Saunders and the Timberwolves took a chance before the 1995 season, drafting a lanky high school star in Kevin Garnett back when prep players could go straight to the NBA. He eventually became the face of the franchise and under Flip’s leadership, won an MVP award with the Timberwolves. Fans remember Garnett standing on the scorer’s table celebrating with fans after Minnesota beat Sacramento in Game 7 to advance to the Western Conference finals in 2004. Garnett took to social media to mourn Saunders’ death in a photo that went viral. The two were extremely close.

(credit: David Sherman/NBAE via Getty Images)

(credit: David Sherman/NBAE via Getty Images)

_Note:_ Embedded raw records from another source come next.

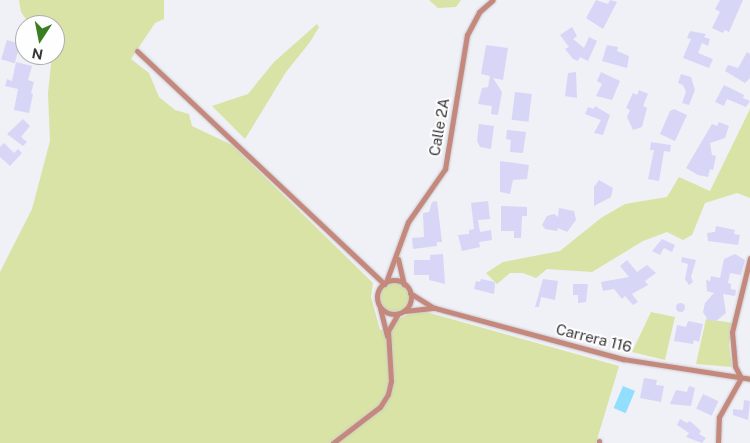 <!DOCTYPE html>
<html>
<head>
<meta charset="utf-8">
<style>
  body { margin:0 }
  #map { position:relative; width:750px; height:443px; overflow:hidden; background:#f0f0f7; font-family:"Public Sans",sans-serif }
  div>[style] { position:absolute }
  .green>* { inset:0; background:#d8e3a5 }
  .round { border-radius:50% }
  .water>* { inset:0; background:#92defe; transform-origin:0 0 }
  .building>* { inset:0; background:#d7d6f6; transform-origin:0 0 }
  .roads { filter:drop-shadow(0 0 1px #cbcbd1) drop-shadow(0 0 1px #cbcbd1) }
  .street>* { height:5px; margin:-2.5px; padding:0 2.5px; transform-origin:2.5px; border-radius:2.5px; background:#c4897c }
  .street>.ring { margin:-2.5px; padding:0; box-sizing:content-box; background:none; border:5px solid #c4897c; border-radius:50% }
  span { translate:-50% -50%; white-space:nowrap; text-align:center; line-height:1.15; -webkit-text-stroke:4px #fefefe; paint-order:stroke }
  .street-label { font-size:15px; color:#37373a }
  .north { position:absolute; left:15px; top:15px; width:50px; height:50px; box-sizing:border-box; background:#fefefe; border:1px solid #aeaeb0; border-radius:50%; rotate:191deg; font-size:14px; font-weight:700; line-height:20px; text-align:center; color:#37373a }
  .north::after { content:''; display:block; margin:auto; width:18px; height:22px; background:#397e21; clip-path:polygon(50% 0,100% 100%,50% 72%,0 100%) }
</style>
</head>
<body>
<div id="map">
  <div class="green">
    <i style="clip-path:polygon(19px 0,164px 0,164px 19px,155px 23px,131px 59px,149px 73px,159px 97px,175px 110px,189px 114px,192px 126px,232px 145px,373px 283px,371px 297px,380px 330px,394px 327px,398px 319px,419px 310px,619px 366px,596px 443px,0 443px,0 272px,32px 209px,50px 141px,48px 93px,52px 55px,55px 55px,55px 25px,50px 22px,30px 25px,21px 12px)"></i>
    <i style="clip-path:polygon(429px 0,461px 0,456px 7px,438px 8px)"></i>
    <i style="clip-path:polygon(317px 24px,319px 27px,310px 42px,286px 72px,245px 139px,212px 106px,248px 94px,274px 62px)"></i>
    <i style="clip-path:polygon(750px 109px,750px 198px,737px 193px,705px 203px,692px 235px,683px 240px,667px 232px,643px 241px,592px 272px,547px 269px,536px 278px,523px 273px,510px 273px,497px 284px,486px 273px,503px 262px,560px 251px,601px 218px,625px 204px,667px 197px,679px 177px,710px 191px)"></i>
    <i class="round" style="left:377px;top:280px;width:34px;height:34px"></i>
    <i style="clip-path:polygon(651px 312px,675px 317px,665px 360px,632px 352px)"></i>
    <i style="clip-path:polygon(706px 319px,733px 323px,729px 345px,732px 367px,696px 364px)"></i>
  </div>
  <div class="water">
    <i style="left:623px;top:386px;width:13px;height:24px;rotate:23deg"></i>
  </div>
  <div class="building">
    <i style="clip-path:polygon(596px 0,608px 4px,610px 0,617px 2px,603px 29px,586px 18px)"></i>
    <i style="clip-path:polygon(720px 0,743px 0,729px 32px,725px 30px,723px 33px,712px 28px,720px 12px,715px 9px)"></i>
    <i style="clip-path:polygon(572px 27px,577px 36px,573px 39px,584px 48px,589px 37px,597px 41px,588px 61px,580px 57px,578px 61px,573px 59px,565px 49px,569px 47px,560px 35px)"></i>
    <i style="clip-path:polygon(690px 31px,706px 34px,704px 37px,710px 39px,708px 46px,702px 43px,698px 53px,713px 59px,709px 68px,683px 58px,691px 39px,687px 38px)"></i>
    <i style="left:7px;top:40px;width:14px;height:20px;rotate:17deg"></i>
    <i style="clip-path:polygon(486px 45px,508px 48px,503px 80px,493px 78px,502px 92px,498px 115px,491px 114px,492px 106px,478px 104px,482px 88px,488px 87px,490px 76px,481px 74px)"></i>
    <i style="clip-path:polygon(607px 45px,618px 47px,617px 51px,629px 56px,627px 68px,602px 61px)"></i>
    <i style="clip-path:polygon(747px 52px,750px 54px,750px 78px,745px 83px,725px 71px,728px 65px,738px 68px)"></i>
    <i style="clip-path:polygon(16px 62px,32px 66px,28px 80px,34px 82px,31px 93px,33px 94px,29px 113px,14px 110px,18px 89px,5px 86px,7px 79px,12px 81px)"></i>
    <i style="clip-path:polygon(576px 72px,577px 98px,565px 96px,568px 73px)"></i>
    <i style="clip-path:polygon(601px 72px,620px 81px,612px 100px,596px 96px,602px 84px,597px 81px)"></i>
    <i style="clip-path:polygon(681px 74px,691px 77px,695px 90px,689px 105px,682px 103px,686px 92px,683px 85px,678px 83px)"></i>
    <i style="clip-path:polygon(724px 85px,744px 95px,743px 98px,750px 101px,746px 107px,727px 99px,724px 106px,715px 102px)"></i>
    <i style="clip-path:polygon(639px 90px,648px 94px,643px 106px,647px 108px,642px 127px,633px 130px,627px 117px,630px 110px,626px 108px,633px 93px,637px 95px)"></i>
    <i style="left:515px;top:92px;width:17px;height:28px;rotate:7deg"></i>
    <i style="clip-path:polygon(595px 106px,610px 115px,603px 135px,594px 133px,601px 120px,585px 114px,588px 107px,594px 109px)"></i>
    <i style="clip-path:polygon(674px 109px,687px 115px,675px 141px,660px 134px,670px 111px)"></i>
    <i style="clip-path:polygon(23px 119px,30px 126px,21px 137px,27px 142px,23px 146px,7px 134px)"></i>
    <i style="clip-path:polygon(719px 122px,729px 126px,725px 138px,710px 143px,712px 155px,716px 156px,713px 170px,710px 169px,708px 177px,698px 175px,686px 168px,712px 124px,717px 126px)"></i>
    <i style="clip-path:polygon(479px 124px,494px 126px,491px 149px,480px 147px,477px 141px)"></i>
    <i style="clip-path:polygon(507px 130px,526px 132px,523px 153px,510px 152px,511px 140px,506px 139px)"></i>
    <i style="clip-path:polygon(651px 142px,671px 145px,670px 152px,664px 151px,659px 181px,648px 179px,654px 150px,650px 150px)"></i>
    <i style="clip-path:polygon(4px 143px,14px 153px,18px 149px,22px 153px,10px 166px,0 157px,0 147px)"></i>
    <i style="clip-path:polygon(500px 161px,529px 165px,527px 179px,513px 180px,510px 194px,500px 192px)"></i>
    <i style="clip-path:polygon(599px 180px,613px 188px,611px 197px,594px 206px,594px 187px)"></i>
    <i style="clip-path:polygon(437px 201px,442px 242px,437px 242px,437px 246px,413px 249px,412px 238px,424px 237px,423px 213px,429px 212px,432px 202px)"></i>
    <i style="clip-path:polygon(488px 201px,490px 219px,478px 220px,480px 232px,491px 230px,492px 240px,479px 242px,480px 247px,462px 251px,458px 235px,469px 234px,469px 230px,474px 229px,471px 203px)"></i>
    <i style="clip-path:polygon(501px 206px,527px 207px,527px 216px,522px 216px,521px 238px,514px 238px,514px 231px,501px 231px)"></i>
    <i style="clip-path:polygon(559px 208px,574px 211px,576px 220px,567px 232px,558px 228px,557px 231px,545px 229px,542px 225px,547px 216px,554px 214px,558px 217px)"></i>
    <i style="clip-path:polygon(716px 226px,735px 230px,734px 234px,740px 235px,738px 245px,708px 241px,707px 233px,715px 232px)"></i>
    <i style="clip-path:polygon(662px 239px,675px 245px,672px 252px,664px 248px,660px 255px,652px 251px)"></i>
    <i style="clip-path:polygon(443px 254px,445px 284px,429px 280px,429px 275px,414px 275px,414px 260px,430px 260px,430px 255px)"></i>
    <i style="clip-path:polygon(735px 254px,745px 260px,741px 275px,730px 273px,728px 283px,731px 284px,731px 289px,736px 290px,735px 296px,723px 294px,726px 313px,716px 321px,708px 320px,703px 312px,705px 303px,714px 293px,707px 291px,706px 280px,710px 281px,711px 276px,720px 278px,724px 259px)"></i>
    <i style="clip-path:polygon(682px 257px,696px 260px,691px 277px,693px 282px,689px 285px,685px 279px,688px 264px,681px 262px)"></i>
    <i style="clip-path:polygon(627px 260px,637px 272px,647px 265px,656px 273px,645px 281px,648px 285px,632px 294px,638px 302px,633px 305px,625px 296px,622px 299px,614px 289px,603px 291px,601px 282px,629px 277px,620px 266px)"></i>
    <i style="clip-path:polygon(481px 279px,495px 282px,494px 294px,474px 289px,476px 281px,480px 282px)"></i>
    <i style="clip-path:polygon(543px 279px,558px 281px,555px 300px,541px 297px,539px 307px,535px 307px)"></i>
    <i style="clip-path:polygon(573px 284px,588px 284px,586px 302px,578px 303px,578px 295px,573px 295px)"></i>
    <i class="round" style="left:675.5px;top:302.5px;width:9px;height:9px"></i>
    <i style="clip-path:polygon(688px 321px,703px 324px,699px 342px,694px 340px,693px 344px,674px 341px,677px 325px,686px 327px)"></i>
    <i style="clip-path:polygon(644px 378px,657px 380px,656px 385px,664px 386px,661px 402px,640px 398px)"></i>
    <i style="clip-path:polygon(689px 386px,695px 388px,691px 406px,670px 404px,676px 390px,687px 392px)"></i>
    <i style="left:703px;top:394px;width:17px;height:16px;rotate:25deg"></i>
    <i style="clip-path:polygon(744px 400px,750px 401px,748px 420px,733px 415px,733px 409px,743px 410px)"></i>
    <i style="clip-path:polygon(680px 419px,687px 423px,690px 421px,701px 431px,699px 434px,706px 438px,702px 443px,686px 437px,689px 433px,677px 425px)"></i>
  </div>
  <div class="roads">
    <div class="street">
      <i style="left:137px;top:51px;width:340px;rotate:43.3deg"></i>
      <i style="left:398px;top:259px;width:26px;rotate:77deg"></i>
      <i class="ring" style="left:377px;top:280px;width:29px;height:29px"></i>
      <i style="left:386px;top:282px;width:64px;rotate:-69.9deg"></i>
      <i style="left:408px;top:222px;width:65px;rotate:-55.1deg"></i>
      <i style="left:445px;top:169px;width:136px;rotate:-80.7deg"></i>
      <i style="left:467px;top:35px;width:26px;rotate:-62deg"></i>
      <i style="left:479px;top:12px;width:18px;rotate:-41deg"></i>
      <i style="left:410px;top:293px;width:26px;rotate:32deg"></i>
      <i style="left:380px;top:308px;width:29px;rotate:76deg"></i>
      <i style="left:404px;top:311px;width:31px;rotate:-6deg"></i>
      <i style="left:435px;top:308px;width:195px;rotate:15.2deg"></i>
      <i style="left:623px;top:359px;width:129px;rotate:8.9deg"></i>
      <i style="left:599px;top:441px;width:2px;rotate:90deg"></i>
      <i style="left:333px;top:443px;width:59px;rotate:-37.5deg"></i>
      <i style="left:380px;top:407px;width:15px;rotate:-58deg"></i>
      <i style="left:388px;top:394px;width:13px;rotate:-77deg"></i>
      <i style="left:391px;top:381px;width:50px;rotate:-93.4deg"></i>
      <i style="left:388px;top:331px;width:20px;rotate:-60deg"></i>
      <i style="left:718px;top:443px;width:26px;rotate:-88deg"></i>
      <i style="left:719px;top:417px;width:45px;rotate:-60.6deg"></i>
      <i style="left:741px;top:378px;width:13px;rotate:-117deg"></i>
      <i style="left:735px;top:366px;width:34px;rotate:-95deg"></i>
      <i style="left:732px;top:332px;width:76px;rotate:-76.3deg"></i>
    </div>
  </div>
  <div class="street-label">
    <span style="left:439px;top:127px;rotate:-80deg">Calle 2A</span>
    <span style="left:594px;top:338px;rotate:14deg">Carrera 116</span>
  </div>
  <div class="north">N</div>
</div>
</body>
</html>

Got Andrew Wiggins For Kevin Love

It was the worst kept secret in Minneapolis. Everyone knew Kevin Love wanted to play elsewhere in the hopes of getting an NBA title. Flip Saunders wouldn’t part ways with him without getting the most value for him. That ended up being last year’s Rookie of the Year in Andrew Wiggins, the rights to Thaddeus Young (no longer in Minnesota) and Anthony Bennett, who was recently waived by the Timberwolves. Wiggins was the centerpiece of the deal, and Saunders made sure they wouldn’t part ways with Love without getting Wiggins.

(credit: David Sherman/NBAE via Getty Images)

(credit: David Sherman/NBAE via Getty Images)

Always Made Time For Fans

Flip Saunders was always a busy man as a coach and executive with the Timberwolves, but he made the fans in Minnesota a priority. Since his death, many stories have been told of fans getting autographs from Saunders or pictures taken with him. He was known to send cards to families with children fighting disease. Most professional sports coaches wouldn’t make a lot of time for fans and ticket holders outside of normal obligations. Saunders made Timberwolves fans a priority.

(credit: CBS)

(credit: CBS)

Talked More Than Basketball With Media

Since Saunders’ death, many Twin Cities media members have taken to the broadcast air to tell their favorite stories about Flip. Most of them had nothing to do with basketball, and many of them were conversations about life in general. He would often ask local media members about their families, even give some gifts when they added to their family. Flip’s engaging and fun-loving personality made him a likeable guy, which made the news of his death even harder to take for most in Minnesota.

Flip Saunders will be missed. The best thing the Timberwolves can do this year is dedicate the season to his honor. What better way to do it than find a way to make the playoffs.